作者
Shijie Qian,Peng Tian,Zihan Tao,Xi Li,Muhammad Shahzad Nazir,Chu Zhang
摘要
Accurate prediction of air quality is crucial for ensuring the scientific validity and effectiveness of air pollution control measures. This study proposes a combined deep learning (DL) model (XGBoost-GDA-TCN-IMRFO-GRU) for predicting hourly air quality index (AQI) data in four cities. The model integrates Extreme gradient boosting (XGBoost) for feature selection, Gaussian data augmentation (GDA), improved manta ray foraging optimization (IMRFO) algorithm, temporal convolutional network (TCN), and gated recurrent unit (GRU). XGBoost calculates the scores of pollutant gases affecting AQI, selecting the top four important pollutants (PM2.5, PM10, NO2, O3) based on their importance rankings. GDA enhances the robustness of the DL models and addresses the limitations of insufficient and overfitting training datasets.

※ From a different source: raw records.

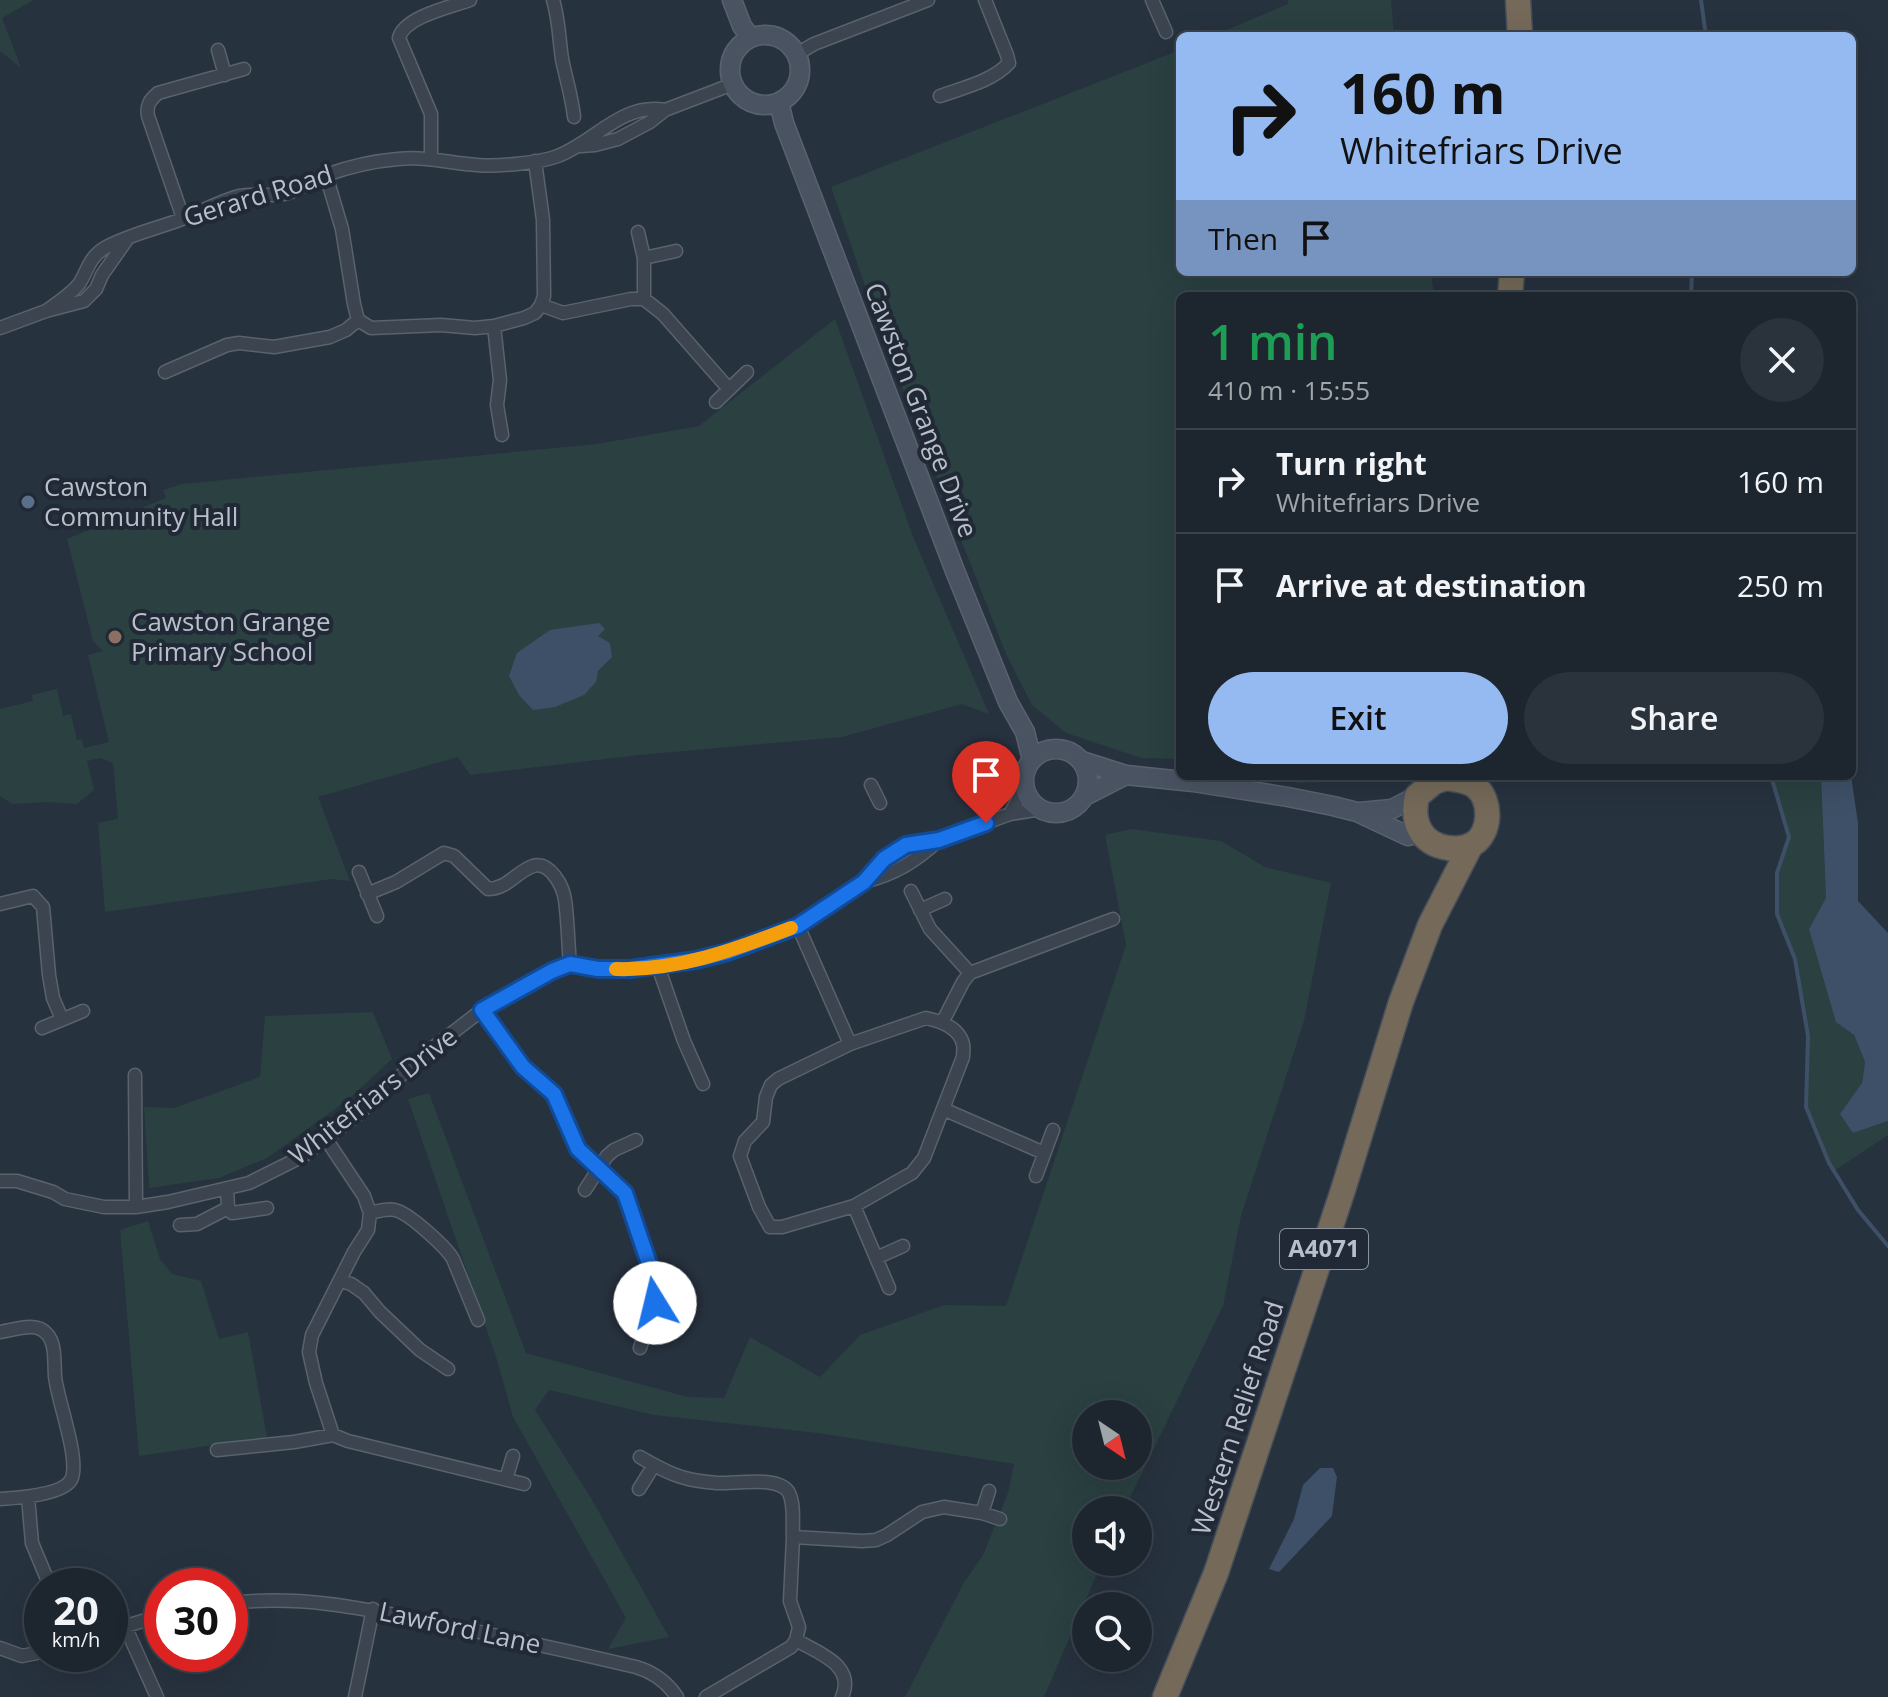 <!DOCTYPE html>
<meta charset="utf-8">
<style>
:root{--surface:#1d262f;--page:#2a323b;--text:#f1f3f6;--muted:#a0a5aa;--line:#3b434b;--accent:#95baf2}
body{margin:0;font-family:"Open Sans",sans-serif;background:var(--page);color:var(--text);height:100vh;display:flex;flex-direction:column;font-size:30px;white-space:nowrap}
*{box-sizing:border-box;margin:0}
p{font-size:26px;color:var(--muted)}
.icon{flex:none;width:44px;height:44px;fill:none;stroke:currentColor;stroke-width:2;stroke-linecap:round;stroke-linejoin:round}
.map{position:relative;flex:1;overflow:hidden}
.sheet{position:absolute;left:1176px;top:292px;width:680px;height:488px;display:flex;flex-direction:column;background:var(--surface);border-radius:12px;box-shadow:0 8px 32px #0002,0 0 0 2px var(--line)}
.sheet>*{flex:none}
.hud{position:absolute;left:1176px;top:32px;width:680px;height:244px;border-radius:12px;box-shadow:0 8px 32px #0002,0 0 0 2px var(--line);background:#95baf2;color:#111;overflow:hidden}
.needle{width:52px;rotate:145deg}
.controls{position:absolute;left:1072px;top:1400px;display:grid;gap:16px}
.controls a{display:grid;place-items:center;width:80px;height:80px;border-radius:50%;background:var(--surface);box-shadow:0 8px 32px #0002,0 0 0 2px var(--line);font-size:40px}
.speed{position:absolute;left:24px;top:1568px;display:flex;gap:16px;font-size:40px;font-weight:700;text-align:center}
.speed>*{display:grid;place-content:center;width:104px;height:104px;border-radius:50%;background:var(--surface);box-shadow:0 8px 32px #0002,0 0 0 2px var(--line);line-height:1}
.speed small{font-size:20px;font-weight:400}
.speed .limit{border:12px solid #d22;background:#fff;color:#111}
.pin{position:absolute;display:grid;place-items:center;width:68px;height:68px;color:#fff;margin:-82px -34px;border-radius:50% 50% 50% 0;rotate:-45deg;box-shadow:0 0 8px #0007}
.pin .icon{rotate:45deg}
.me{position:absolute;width:88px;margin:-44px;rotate:351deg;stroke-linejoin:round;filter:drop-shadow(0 0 6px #0008)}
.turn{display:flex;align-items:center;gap:28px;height:168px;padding:0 32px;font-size:36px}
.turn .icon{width:104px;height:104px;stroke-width:2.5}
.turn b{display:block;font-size:56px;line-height:68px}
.then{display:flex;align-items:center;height:76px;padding:0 32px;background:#0003;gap:16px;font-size:30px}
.round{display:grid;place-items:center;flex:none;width:84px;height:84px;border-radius:42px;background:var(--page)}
.summary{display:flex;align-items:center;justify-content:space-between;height:136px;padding:0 32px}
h1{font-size:48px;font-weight:600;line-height:60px;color:#1e9e55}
.cta{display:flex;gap:16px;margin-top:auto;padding:16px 32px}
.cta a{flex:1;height:92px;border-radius:48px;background:var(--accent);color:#111;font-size:32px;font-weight:600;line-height:92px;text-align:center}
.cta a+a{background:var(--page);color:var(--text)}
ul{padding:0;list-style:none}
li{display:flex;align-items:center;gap:24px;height:104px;padding:0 32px;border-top:2px solid var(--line)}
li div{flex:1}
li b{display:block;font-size:30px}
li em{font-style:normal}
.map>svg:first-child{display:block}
</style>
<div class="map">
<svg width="1888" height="1697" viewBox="0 0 1888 1697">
<rect width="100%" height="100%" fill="#27323f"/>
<path fill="#2a4041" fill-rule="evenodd" d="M 0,0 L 34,0 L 2,18 L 21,68 L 0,51 Z
M 1288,0 L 1391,0 L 1394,36 L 1213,36 L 1288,4 Z
M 1180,50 L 1180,272 L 1431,272 L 1434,296 L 1180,296 L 1180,759 L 1141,758 L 1066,733 L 1032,705 L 1007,656 L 954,522 L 883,338 L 831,187 Z
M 835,319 L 914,539 L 989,714 L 962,704 L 842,737 L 639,755 L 470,775 L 458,757 L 318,797 L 350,881 L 331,879 L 105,912 L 98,823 L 118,819 L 113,763 L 100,758 L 87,761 L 94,790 L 77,804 L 46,802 L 12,804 L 0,796 L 0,709 L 33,701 L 32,695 L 57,689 L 63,716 L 71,714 L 77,740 L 82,739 L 84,748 L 109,742 L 88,655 L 103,651 L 93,641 L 67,539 L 166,498 L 163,490 L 182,484 L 597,444 L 699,426 Z
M 1286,776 L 1347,776 L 1345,781 L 1298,783 Z
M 1771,776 L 1821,776 L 1826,898 L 1809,929 L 1865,1062 L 1853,1133 L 1888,1121 L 1888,1135 L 1834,1171 L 1806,1107 L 1808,1036 L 1795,959 L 1777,914 L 1777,873 L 1789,837 Z
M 1131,829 L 1221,841 L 1265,867 L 1331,883 L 1304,1021 L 1241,1216 L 1223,1306 L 1124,1510 L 1086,1510 L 1086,1562 L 1102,1562 L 1044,1697 L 905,1697 L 963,1584 L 983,1555 L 1008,1493 L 1014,1464 L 818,1433 L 654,1415 L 549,1390 L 535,1410 L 591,1498 L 669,1637 L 608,1649 L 626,1618 L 513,1417 L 497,1360 L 408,1099 L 429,1093 L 526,1353 L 688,1397 L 724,1398 L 750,1337 L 820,1377 L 860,1335 L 944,1305 L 1006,1306 L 1126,945 L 1105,835 ZM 1086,1414 L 1138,1414 L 1138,1466 L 1086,1466 Z
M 373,1012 L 392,1059 L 349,1099 L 267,1158 L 219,1178 L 149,1188 L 144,1107 L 174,1108 L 260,1077 L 265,1016 Z
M 148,1221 L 160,1259 L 172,1274 L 201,1281 L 219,1339 L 248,1332 L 267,1437 L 139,1456 L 120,1230 Z"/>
<path fill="#3e5067" d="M 599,623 L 605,629 L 598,636 L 610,643 L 612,657 L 598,671 L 596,682 L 584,695 L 555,707 L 533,710 L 519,695 L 509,676 L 517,653 L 550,630 Z
M 1821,776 L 1851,776 L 1858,823 L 1858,901 L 1888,933 L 1888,1121 L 1853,1133 L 1840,1114 L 1862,1083 L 1865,1062 L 1854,1035 L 1836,1022 L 1809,929 L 1826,898 Z
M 1320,1468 L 1333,1468 L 1337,1477 L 1332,1516 L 1279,1572 L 1269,1569 L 1294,1519 L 1303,1485 Z"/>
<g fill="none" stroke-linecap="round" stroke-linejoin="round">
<path stroke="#3e5067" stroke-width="4" d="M 1701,0 L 1706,36
M 1691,296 L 1692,272
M 1771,776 L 1789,837 L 1777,873 L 1777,914 L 1795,959 L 1808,1036 L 1806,1107 L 1829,1163 L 1858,1210 L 1888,1246"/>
<g stroke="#59626d" stroke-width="15">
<path id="street" d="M 553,0 C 559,19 559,39 562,59 C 566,79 572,97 574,117
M 1152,0 L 1166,32
M 218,50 L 225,75
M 797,54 L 814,44 L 928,0
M 940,96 C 962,88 993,81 1009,63 L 1007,55 L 985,0
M 581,146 L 595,145 L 618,139 L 650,122 L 665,110 L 733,84
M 431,158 L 431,114 L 399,38 C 404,17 450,7 470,0
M 326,175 L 342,229 L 354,304 L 358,320 L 371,328 L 441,325 L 475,328 L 494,326 L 524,318 L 535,313 L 541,305 L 544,296 L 543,220 L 535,161
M 183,218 L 148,116 C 146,105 150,100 158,93 L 244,69
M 638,232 L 644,258 L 676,251
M 128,238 L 102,275 L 96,289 L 84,301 L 46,311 C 57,303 70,295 79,284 C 87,272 89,258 103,249 C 124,236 159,228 182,219 C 201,212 220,201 239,196 C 255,192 272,198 288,193 C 301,188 313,180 326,175 C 348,167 374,161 398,159 C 426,156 449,163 477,165 C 496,167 537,163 555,157 C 593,144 621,102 665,110
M 644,299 L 644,258
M 541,305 L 563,313 L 631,299 L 644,299 L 663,314 L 728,388
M 494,326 L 500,380 L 497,405 L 502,435
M 0,328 L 46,311
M 165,372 L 227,345 L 239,343 L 274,347 L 330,337 L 346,330 L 358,320
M 716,402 L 747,372
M 871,785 L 880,803
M 1010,814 L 1025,787
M 359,872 L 377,916
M 864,882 C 895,874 915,862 939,840
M 911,891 L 930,929 L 970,973
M 367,894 L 396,882 L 444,853 L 454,856 L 488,889 C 507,889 516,872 533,866 C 550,861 563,886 565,900 C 568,921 568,943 570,964
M 0,904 L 33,896 L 43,907 L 49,975 L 53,998 L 62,1019
M 920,910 L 945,899
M 798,926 L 850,1044
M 658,966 L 684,1041 L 703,1084
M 482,1010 L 523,1067 L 554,1094 L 578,1149 L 625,1193 L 657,1287 L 655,1303 L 640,1348
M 926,1018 C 940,1021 959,1027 963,1044 C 964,1048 963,1053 963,1057 L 924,1158 L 912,1173 L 854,1206 L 782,1227 L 770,1227 L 759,1207 L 740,1156 L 745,1141 L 763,1122 L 766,1097 L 771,1085 L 778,1079 L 850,1044 Z
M 943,1021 L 963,982 L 970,973 L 1113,919
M 42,1028 L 83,1011
M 135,1075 L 136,1207
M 943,1109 L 1044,1153
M 326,1139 L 364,1196 L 370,1213 L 368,1230 L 354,1252 L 312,1335 L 309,1352 L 316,1383 L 333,1435 L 348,1441 L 524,1484
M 1036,1176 L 1053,1130
M 0,1181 L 17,1181 L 53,1192 L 65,1199 L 104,1207 L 136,1207 L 168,1202 L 249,1183 L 303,1156 L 357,1115 L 426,1053 L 482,1010 L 552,971 L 570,964 L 598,969 L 630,969 L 658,966 L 696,960 L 728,952 L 798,926 L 864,882 L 884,859 L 906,845 L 927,841 L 939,840 L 1010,814 L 1041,809
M 227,1188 L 228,1208 L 232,1213 L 267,1208
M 585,1190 L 607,1156 L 614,1150 L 636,1140
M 854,1206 L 889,1288
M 370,1213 C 378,1211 387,1208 395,1210 C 409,1213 446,1247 453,1259 L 478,1320
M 180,1225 L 197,1224 L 228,1208
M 876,1258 L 903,1246
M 340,1281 L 351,1284 L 364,1293 L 380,1312 L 420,1350 L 448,1369
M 0,1332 C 15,1330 36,1321 47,1334 C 56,1343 54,1363 55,1376 C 57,1400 81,1460 71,1480 C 62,1495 16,1498 0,1499
M 217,1450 L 294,1442 L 333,1435
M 640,1457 C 654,1465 669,1474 685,1478 C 695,1481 707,1482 717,1483 C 735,1484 780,1475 789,1493 C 795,1505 792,1524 793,1537
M 506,1479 L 513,1456
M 639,1489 L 654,1465
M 28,1497 L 32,1543 L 50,1586
M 982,1513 L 989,1491
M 230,1603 C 301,1595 362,1608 431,1622 C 500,1636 568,1651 636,1667 C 653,1672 667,1682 677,1697
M 34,1616 L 42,1613
M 125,1626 L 157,1697
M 110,1631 L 162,1615
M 0,1648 L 22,1656 L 42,1652
M 355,1697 L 373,1609
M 706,1697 L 791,1647 L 796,1640
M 842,1697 C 856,1665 818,1653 796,1640 L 799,1627 L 790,1601 L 793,1537 L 862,1541 L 876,1540 L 887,1535 L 922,1512 L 944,1507 L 982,1513 L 1000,1519"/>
</g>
<g stroke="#59626d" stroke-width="21">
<path id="secondary" d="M 732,0 L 742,26 L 751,38
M730 70a35 35 0 1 1 70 0a35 35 0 1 1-70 0Z
M 779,102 L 784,123 L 955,571 L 1008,702 L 1025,732 L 1032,760
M1024 781a32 32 0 1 1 64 0a32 32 0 1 1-64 0Z
M 1082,761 L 1126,775 L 1193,782 L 1288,797 L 1333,806 L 1357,812 L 1408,836 L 1420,833
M 1085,796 L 1126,775
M 1360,812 L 1392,809 L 1417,796"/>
</g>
<g stroke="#464f5a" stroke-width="27">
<path id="highway" d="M 1518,0 L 1520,36
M 1510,296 L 1512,272
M 1446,778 C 1457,780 1468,780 1476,787 C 1492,801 1491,833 1473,844 C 1466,848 1456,849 1448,848 C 1421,844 1411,822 1417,796 L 1434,782 Z
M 1165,1697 L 1216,1573 L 1343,1190 L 1401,1002 L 1430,925 L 1471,845"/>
</g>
<use href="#street" stroke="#3b444f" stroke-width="12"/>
<use href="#secondary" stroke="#4a5362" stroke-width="18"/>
<use href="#highway" stroke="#756a59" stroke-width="24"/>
</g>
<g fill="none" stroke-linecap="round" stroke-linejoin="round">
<g stroke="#114b97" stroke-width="20">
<path id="route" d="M 655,1303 L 657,1287 L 625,1193 L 578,1149 L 554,1094 L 523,1067 L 482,1010 L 552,971 L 570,964 L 598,969 L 630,969 L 696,960 L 728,952 L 798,926 L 864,882 L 884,859 L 906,845 L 939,840 L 986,823"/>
</g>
<use href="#route" stroke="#1a73e8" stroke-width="14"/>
<path stroke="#f59e0b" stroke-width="14" d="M 616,969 C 677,971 734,950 791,928"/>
</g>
<circle fill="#5c6f8a" stroke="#202935" stroke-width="3" cx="28" cy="502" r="8"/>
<circle fill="#8d6e63" stroke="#202935" stroke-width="3" cx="115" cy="637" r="8"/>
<g text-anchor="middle" stroke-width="8" stroke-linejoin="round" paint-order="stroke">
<rect fill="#202935" stroke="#8a929d" stroke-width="2" x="1280" y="1229" width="88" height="40" rx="6"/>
<g font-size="24" font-weight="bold" fill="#b8bfca">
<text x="1324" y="1257">A4071</text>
</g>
<g font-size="26" fill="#b8bfca" stroke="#202935">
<text transform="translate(258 196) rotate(-17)" y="9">Gerard Road</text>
<text transform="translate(921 410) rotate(69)" y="9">Cawston Grange Drive</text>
<text transform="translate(373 1096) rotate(-38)" y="9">Whitefriars Drive</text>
<text transform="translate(1238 1418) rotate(-72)" y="9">Western Relief Road</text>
<text transform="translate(460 1628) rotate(12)" y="9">Lawford Lane</text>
</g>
<g font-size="26" fill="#b8bfca" stroke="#202935" text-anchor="start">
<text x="44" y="496">Cawston<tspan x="44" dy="30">Community Hall</tspan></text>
<text x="131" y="631">Cawston Grange<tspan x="131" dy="30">Primary School</tspan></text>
</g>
</g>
</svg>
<div class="controls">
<a><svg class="needle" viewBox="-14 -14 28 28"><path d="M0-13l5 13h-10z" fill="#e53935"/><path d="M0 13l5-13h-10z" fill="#a0a5aa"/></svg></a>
<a><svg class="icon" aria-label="sound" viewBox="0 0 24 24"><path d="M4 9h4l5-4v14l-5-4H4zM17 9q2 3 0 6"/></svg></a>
<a><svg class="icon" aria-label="search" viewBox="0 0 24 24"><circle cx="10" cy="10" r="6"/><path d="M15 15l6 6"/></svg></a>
</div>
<div class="speed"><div>20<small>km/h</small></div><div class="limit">30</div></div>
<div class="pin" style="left:986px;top:823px;background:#d93025"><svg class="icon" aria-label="arrive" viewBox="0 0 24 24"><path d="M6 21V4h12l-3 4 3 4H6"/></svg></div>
<svg class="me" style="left:655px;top:1303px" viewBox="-20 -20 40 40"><circle r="19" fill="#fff"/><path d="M0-13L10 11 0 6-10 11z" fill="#1a73e8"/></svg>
<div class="hud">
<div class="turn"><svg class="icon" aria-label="right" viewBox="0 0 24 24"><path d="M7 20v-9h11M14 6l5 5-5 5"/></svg><div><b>160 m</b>Whitefriars Drive</div></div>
<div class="then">Then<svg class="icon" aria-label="arrive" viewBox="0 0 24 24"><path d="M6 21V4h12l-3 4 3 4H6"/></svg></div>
</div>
<section class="sheet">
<div class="summary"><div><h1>1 min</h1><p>410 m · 15:55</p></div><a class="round"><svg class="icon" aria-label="close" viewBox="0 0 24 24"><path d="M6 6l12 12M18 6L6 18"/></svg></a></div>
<ul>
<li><svg class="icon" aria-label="right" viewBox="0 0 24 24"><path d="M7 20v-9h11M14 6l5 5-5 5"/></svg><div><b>Turn right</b><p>Whitefriars Drive</p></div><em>160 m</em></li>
<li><svg class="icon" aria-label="arrive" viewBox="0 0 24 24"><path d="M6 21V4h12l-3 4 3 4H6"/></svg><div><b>Arrive at destination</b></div><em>250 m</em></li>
</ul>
<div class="cta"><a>Exit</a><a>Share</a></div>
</section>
</div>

Additionally, the IMRFO algorithm, with two improved strategies, is applied to enhance the GRU model. TCN extracts spatiotemporal features of AQI, while GRU constructs a temporal model for efficient computations. Compared to eleven benchmark models, the proposed model demonstrates superior performance in terms of MAE, RMSE, MAPE, and NSE, achieving high accuracy and optimal prediction performance. Specifically, the XGBoost-GDA-TCN-IMRFO-GRU model reduces RMSE, MAE, and MAPE by 33-60%, 39-68%, and 39-66%, respectively, compared to the TCN model. Therefore, the XGBoost-GDA-TCN-IMRFO-GRU model can provide reliable early warnings for air quality, which is of great significance for air pollution prevention and the sustainable development of society.